Both of my parents drank it, and my father wasn’t even Swedish, but when I came of the usual age that one might start trying coffee I couldn’t. Just couldn’t. I always imagined if you spilled some on the ground it would bore all the way to Communist China.
So I went without, until I got to college. Seeking to become a pseudo intellectual, I wanted to fit in with the crowd who hung around the cafeteria drinking coffee and discussing compelling world problems like starvation in Africa, which seemed to be in vogue at that time too. They were thinking about organizing an actual “symposium.” So I tried some university coffee and it was fine. One lump of sugar and I was satisfied. What, no Swedes in the kitchen? There’s a relief.
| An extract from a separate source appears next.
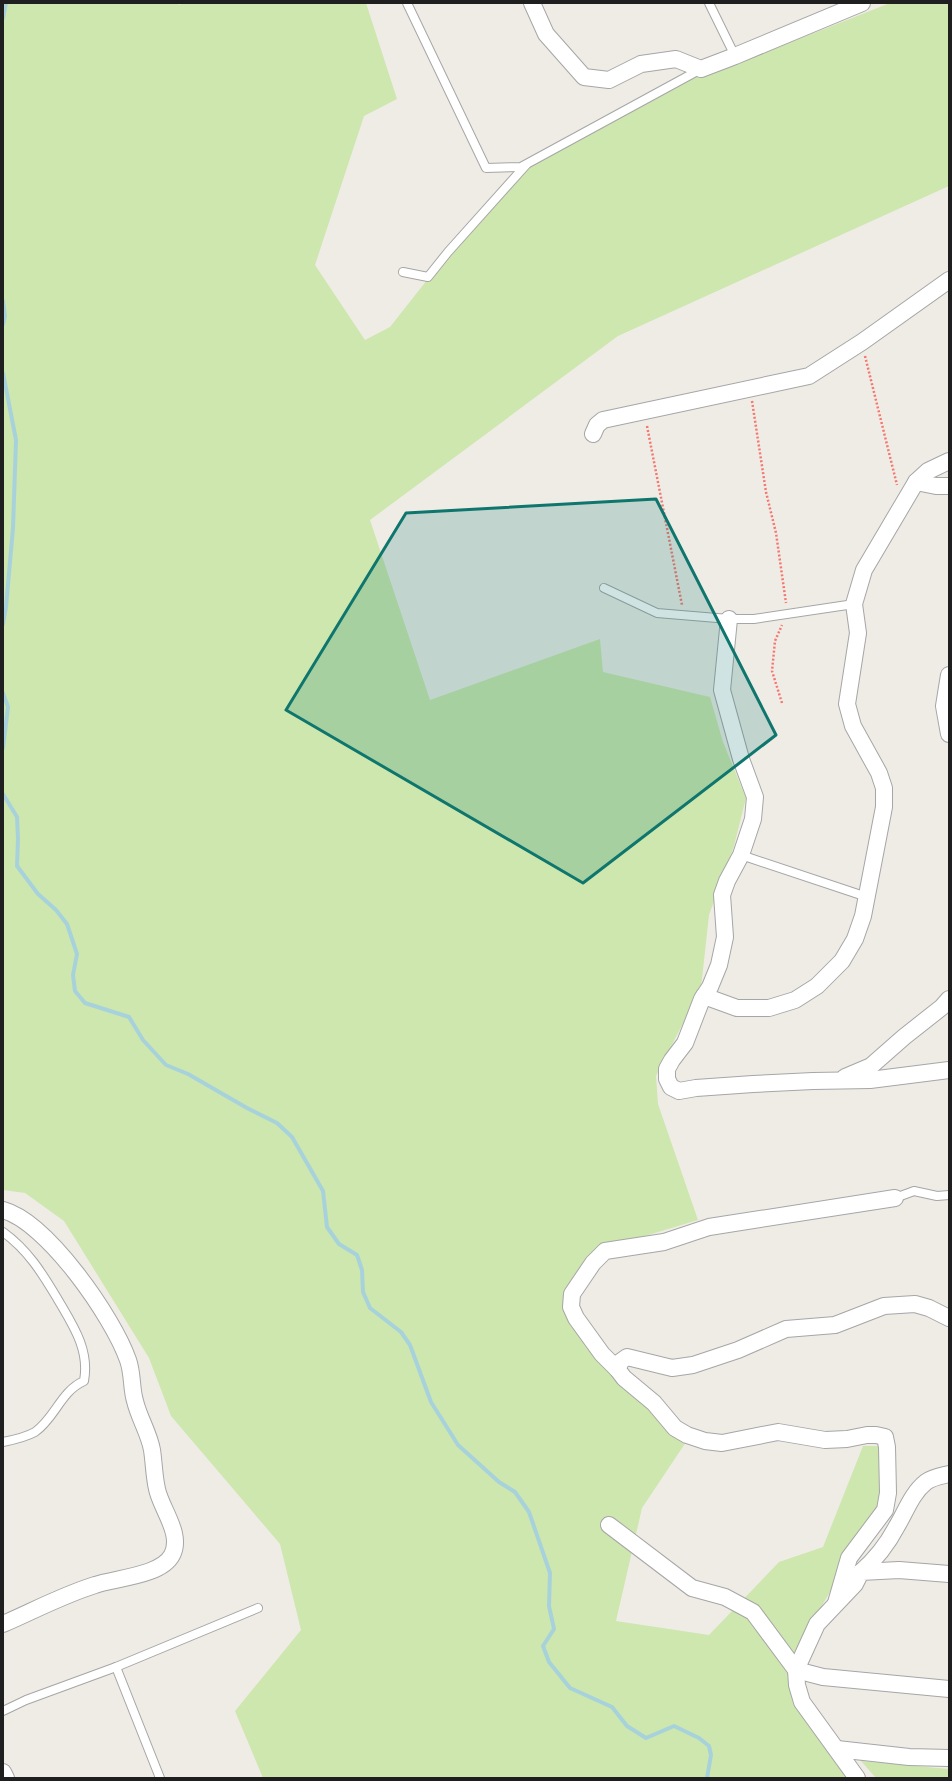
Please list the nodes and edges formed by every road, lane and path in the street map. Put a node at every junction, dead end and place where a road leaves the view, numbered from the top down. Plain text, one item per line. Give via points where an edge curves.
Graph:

It led, of course, to a lifetime of drinking copious amounts of “normal” morning coffee, including on the day a 50-foot woman was invading my life and pigs were not being slaughtered somewhere, not to mention the enduring concern about worms invading the brain inspired by Robert F. Kennedy Jr. in his finest hour.
Finally, I don’t mean to cast aspersions on my own late mother so I’ll take this opportunity to make up for it. She was a sweet woman of average height who didn’t keep pigs, made extra-strong coffee and could play J.S. Bach on the church pipe organ in a way that could make you ponder your eternal soul.
I sometimes wonder what my children will remember about me long after I’m gone. That’s up to them, of course, but I hope they don’t go publishing it in the local newspaper, for crying out loud.